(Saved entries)
-- Opening Marker --

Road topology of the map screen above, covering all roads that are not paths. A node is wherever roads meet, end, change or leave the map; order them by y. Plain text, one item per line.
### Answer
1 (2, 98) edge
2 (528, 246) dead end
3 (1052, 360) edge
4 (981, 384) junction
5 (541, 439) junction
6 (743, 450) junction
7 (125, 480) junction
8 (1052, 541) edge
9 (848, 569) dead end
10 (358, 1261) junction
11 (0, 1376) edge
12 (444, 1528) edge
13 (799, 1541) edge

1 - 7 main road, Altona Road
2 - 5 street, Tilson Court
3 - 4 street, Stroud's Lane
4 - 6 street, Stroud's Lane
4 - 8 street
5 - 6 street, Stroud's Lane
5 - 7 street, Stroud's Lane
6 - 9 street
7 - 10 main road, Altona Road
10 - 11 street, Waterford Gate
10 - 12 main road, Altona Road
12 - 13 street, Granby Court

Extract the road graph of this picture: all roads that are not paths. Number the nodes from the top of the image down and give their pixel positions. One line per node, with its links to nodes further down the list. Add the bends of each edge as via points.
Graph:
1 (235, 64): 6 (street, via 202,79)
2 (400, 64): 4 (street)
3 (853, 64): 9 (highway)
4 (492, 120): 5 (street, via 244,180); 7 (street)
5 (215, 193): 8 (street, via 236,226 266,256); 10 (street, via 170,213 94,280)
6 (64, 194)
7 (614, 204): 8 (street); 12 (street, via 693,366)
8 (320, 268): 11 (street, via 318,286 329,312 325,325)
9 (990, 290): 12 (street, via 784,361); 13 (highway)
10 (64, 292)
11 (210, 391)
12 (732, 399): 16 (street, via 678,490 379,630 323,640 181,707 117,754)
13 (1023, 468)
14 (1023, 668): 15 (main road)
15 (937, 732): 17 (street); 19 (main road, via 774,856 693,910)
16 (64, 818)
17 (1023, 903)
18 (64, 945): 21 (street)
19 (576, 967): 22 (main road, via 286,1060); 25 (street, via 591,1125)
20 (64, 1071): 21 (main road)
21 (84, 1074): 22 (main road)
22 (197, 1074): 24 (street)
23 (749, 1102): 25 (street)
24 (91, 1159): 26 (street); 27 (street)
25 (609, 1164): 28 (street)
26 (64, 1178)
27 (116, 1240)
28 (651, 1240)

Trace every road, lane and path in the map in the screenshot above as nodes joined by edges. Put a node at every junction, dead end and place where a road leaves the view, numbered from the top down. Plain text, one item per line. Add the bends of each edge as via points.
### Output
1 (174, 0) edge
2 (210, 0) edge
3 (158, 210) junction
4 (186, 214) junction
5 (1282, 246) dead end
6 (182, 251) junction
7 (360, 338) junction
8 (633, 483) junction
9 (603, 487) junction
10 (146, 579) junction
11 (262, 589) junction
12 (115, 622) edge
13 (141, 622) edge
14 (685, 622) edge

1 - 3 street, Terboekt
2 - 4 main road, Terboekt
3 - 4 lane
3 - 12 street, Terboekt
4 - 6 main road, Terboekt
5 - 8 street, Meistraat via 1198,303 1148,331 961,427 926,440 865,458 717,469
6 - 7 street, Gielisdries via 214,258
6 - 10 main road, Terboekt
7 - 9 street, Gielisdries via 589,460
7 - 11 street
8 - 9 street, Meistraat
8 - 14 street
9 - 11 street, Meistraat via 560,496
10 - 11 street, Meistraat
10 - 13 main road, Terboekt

-- Closing Marker --

(TASK STATEMENT) What is needed is an exact copy of all the records above.

(TASK RESPONSE)
Road topology of the map screen above, covering all roads that are not paths. A node is wherever roads meet, end, change or leave the map; order them by y. Plain text, one item per line.
### Answer
1 (2, 98) edge
2 (528, 246) dead end
3 (1052, 360) edge
4 (981, 384) junction
5 (541, 439) junction
6 (743, 450) junction
7 (125, 480) junction
8 (1052, 541) edge
9 (848, 569) dead end
10 (358, 1261) junction
11 (0, 1376) edge
12 (444, 1528) edge
13 (799, 1541) edge

1 - 7 main road, Altona Road
2 - 5 street, Tilson Court
3 - 4 street, Stroud's Lane
4 - 6 street, Stroud's Lane
4 - 8 street
5 - 6 street, Stroud's Lane
5 - 7 street, Stroud's Lane
6 - 9 street
7 - 10 main road, Altona Road
10 - 11 street, Waterford Gate
10 - 12 main road, Altona Road
12 - 13 street, Granby Court

Extract the road graph of this picture: all roads that are not paths. Number the nodes from the top of the image down and give their pixel positions. One line per node, with its links to nodes further down the list. Add the bends of each edge as via points.
Graph:
1 (235, 64): 6 (street, via 202,79)
2 (400, 64): 4 (street)
3 (853, 64): 9 (highway)
4 (492, 120): 5 (street, via 244,180); 7 (street)
5 (215, 193): 8 (street, via 236,226 266,256); 10 (street, via 170,213 94,280)
6 (64, 194)
7 (614, 204): 8 (street); 12 (street, via 693,366)
8 (320, 268): 11 (street, via 318,286 329,312 325,325)
9 (990, 290): 12 (street, via 784,361); 13 (highway)
10 (64, 292)
11 (210, 391)
12 (732, 399): 16 (street, via 678,490 379,630 323,640 181,707 117,754)
13 (1023, 468)
14 (1023, 668): 15 (main road)
15 (937, 732): 17 (street); 19 (main road, via 774,856 693,910)
16 (64, 818)
17 (1023, 903)
18 (64, 945): 21 (street)
19 (576, 967): 22 (main road, via 286,1060); 25 (street, via 591,1125)
20 (64, 1071): 21 (main road)
21 (84, 1074): 22 (main road)
22 (197, 1074): 24 (street)
23 (749, 1102): 25 (street)
24 (91, 1159): 26 (street); 27 (street)
25 (609, 1164): 28 (street)
26 (64, 1178)
27 (116, 1240)
28 (651, 1240)

Trace every road, lane and path in the map in the screenshot above as nodes joined by edges. Put a node at every junction, dead end and place where a road leaves the view, numbered from the top down. Plain text, one item per line. Add the bends of each edge as via points.
### Output
1 (174, 0) edge
2 (210, 0) edge
3 (158, 210) junction
4 (186, 214) junction
5 (1282, 246) dead end
6 (182, 251) junction
7 (360, 338) junction
8 (633, 483) junction
9 (603, 487) junction
10 (146, 579) junction
11 (262, 589) junction
12 (115, 622) edge
13 (141, 622) edge
14 (685, 622) edge

1 - 3 street, Terboekt
2 - 4 main road, Terboekt
3 - 4 lane
3 - 12 street, Terboekt
4 - 6 main road, Terboekt
5 - 8 street, Meistraat via 1198,303 1148,331 961,427 926,440 865,458 717,469
6 - 7 street, Gielisdries via 214,258
6 - 10 main road, Terboekt
7 - 9 street, Gielisdries via 589,460
7 - 11 street
8 - 9 street, Meistraat
8 - 14 street
9 - 11 street, Meistraat via 560,496
10 - 11 street, Meistraat
10 - 13 main road, Terboekt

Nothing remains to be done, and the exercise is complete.